Stored items from a collection

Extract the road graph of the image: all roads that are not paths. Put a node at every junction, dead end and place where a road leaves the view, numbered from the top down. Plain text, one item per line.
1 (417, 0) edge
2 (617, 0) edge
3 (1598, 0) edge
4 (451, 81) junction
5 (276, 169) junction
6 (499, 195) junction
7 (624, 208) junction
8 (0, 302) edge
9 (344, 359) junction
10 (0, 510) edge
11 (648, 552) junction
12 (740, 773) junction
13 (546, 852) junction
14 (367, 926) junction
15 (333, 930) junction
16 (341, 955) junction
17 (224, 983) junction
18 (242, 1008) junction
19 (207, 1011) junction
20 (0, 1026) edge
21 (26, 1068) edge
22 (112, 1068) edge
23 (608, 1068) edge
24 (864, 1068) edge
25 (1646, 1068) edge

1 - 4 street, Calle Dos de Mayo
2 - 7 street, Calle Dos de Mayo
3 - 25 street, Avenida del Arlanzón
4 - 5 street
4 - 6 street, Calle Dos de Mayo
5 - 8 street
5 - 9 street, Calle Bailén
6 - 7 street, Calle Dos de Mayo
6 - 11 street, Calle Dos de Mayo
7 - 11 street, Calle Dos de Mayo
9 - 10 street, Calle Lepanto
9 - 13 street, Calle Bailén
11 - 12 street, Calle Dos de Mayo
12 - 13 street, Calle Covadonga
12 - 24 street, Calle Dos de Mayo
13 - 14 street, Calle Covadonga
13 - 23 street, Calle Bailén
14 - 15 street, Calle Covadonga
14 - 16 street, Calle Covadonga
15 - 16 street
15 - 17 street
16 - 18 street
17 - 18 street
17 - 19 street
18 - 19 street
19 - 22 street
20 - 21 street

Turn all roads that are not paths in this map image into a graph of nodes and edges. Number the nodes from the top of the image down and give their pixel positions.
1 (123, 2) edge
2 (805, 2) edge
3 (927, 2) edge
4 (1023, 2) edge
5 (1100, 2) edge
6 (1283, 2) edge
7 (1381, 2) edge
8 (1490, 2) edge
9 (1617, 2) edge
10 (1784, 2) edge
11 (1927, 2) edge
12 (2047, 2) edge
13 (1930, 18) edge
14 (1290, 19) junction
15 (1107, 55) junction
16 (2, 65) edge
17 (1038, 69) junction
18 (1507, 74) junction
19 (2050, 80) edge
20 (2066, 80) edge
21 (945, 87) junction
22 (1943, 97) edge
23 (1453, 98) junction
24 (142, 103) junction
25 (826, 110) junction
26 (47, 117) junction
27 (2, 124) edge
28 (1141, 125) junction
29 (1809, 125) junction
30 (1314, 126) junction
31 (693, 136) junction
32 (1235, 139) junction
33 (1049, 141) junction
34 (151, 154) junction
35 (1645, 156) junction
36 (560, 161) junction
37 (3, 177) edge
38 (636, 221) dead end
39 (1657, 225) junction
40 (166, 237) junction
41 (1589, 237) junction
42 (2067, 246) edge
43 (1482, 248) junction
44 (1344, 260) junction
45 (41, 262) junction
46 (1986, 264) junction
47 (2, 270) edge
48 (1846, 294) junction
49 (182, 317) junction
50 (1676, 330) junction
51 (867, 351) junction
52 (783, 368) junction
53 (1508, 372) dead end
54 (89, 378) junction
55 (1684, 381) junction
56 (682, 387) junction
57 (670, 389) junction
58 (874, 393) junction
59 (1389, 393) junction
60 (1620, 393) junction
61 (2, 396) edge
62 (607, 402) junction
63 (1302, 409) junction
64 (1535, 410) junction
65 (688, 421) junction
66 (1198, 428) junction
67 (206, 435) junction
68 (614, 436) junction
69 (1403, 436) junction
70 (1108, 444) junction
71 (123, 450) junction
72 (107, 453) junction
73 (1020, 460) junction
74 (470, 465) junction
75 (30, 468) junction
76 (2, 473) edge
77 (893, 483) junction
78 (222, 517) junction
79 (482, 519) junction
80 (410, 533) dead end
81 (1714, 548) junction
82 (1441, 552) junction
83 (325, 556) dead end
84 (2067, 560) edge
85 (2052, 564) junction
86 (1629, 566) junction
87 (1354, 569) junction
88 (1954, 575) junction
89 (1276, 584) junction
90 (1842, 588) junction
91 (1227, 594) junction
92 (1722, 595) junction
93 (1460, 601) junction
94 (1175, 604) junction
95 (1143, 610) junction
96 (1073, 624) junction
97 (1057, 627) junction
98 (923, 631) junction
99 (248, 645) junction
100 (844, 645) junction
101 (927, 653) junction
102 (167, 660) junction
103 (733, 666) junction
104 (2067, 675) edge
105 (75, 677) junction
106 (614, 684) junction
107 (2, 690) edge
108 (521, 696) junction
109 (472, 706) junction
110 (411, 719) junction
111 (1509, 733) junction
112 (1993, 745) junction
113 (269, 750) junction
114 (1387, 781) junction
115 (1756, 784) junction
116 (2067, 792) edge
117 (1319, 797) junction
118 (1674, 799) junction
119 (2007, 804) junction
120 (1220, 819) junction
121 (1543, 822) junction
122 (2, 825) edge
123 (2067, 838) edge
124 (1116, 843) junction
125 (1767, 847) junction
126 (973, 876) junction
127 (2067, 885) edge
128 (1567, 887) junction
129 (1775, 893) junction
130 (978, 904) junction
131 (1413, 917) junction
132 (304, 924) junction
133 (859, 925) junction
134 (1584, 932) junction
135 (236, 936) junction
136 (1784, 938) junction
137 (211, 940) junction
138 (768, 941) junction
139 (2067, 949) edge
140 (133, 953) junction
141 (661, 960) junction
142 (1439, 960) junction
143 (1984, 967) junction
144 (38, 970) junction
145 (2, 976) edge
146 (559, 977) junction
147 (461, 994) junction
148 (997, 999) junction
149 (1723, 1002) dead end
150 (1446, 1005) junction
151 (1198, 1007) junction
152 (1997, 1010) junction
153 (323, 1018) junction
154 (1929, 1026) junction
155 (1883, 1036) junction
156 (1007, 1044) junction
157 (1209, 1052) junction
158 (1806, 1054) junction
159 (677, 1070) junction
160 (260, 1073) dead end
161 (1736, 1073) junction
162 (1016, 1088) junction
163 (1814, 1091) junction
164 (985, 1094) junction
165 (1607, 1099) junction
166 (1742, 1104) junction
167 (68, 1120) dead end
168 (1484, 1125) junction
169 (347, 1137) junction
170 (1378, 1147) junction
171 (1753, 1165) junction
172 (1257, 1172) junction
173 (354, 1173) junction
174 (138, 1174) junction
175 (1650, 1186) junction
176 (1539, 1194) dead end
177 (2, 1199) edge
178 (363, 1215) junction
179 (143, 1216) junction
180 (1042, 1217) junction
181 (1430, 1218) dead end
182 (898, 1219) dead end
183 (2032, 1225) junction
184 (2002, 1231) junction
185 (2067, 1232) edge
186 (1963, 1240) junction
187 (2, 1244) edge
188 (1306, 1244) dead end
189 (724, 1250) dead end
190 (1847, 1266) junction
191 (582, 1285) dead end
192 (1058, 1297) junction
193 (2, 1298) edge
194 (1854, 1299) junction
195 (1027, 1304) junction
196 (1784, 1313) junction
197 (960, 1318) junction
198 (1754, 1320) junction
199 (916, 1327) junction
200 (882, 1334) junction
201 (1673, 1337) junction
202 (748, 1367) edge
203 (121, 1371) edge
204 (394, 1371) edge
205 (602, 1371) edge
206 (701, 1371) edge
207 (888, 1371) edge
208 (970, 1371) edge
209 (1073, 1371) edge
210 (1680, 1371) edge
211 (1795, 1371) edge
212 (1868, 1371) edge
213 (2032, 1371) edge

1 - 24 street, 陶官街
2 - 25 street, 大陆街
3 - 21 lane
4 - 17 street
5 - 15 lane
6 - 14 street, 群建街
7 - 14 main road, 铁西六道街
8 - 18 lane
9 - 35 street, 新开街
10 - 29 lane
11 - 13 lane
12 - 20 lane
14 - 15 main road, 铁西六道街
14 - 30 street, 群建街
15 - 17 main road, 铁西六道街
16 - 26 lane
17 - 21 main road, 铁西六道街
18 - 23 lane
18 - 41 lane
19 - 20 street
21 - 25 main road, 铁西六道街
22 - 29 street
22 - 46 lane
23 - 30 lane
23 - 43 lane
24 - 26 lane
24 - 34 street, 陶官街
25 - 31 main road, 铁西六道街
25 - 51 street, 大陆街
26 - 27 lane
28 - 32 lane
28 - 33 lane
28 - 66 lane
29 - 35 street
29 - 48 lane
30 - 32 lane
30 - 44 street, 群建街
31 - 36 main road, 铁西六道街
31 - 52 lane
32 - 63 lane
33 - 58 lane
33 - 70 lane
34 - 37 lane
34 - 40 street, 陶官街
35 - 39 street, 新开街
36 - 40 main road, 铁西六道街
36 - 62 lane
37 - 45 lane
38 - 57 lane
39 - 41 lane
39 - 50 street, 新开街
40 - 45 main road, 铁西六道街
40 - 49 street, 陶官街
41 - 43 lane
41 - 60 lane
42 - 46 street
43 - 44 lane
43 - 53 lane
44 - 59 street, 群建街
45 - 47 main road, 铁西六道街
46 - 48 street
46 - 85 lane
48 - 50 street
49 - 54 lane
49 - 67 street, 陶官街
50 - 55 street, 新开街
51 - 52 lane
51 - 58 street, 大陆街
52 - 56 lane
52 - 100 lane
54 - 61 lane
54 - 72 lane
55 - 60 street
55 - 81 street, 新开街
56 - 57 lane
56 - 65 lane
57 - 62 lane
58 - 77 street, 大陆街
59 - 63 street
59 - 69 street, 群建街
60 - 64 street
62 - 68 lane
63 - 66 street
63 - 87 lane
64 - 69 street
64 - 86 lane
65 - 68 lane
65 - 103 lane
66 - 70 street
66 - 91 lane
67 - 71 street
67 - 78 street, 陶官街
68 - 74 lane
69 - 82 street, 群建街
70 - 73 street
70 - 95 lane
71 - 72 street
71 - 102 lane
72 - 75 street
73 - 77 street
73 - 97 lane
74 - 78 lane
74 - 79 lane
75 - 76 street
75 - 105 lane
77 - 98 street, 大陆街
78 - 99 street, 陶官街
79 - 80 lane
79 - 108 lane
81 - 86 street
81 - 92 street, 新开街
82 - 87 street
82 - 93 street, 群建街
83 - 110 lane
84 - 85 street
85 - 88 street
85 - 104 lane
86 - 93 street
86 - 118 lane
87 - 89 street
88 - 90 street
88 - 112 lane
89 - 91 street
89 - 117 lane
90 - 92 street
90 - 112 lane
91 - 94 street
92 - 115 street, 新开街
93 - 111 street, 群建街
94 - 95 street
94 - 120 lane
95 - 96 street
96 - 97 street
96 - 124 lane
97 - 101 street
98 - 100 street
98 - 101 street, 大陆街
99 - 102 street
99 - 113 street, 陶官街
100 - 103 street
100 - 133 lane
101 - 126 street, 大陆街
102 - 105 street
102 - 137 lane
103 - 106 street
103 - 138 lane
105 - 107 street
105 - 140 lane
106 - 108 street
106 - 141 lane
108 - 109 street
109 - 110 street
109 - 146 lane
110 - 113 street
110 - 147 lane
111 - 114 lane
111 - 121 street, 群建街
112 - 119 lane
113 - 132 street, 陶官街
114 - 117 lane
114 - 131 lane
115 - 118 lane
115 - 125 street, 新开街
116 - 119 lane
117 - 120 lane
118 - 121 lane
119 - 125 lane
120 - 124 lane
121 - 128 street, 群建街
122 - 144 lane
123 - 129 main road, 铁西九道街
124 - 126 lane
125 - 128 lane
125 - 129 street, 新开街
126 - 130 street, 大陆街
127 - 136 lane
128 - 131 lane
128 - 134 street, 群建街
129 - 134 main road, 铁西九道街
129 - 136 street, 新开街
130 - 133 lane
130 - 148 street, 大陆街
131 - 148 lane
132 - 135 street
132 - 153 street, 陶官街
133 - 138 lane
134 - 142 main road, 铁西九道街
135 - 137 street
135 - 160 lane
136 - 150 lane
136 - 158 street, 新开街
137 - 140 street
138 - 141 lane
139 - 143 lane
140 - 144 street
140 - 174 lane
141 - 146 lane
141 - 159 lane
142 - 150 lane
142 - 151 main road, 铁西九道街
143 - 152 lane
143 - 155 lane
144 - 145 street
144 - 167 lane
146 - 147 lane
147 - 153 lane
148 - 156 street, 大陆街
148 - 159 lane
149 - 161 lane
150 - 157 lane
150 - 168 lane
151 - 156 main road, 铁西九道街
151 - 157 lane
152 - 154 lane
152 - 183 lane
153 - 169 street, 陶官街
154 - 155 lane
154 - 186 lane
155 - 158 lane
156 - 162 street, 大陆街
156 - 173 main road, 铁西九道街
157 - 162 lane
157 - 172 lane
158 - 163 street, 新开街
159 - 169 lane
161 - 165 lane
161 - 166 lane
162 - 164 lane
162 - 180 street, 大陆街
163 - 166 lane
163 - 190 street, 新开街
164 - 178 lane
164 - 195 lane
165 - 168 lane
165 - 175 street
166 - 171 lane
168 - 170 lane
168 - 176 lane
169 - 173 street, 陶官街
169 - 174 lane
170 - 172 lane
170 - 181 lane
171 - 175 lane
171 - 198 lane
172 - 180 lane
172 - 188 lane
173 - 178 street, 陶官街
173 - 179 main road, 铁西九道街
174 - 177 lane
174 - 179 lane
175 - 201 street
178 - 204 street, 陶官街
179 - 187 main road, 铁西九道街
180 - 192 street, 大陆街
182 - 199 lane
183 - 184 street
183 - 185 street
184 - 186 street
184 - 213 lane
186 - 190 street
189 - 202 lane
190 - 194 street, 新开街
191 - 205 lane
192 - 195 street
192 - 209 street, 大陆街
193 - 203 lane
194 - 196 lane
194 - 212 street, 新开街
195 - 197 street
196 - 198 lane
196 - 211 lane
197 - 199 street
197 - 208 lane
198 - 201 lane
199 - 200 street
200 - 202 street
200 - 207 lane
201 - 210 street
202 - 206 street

TRY IT
From the data above, copy every line where "down" appears.

SOLUTION TO THIS EXERCISE
Extract the road graph of the image: all roads that are not paths. Put a node at every junction, dead end and place where a road leaves the view, numbered from the top down. Plain text, one item per line.
Turn all roads that are not paths in this map image into a graph of nodes and edges. Number the nodes from the top of the image down and give their pixel positions.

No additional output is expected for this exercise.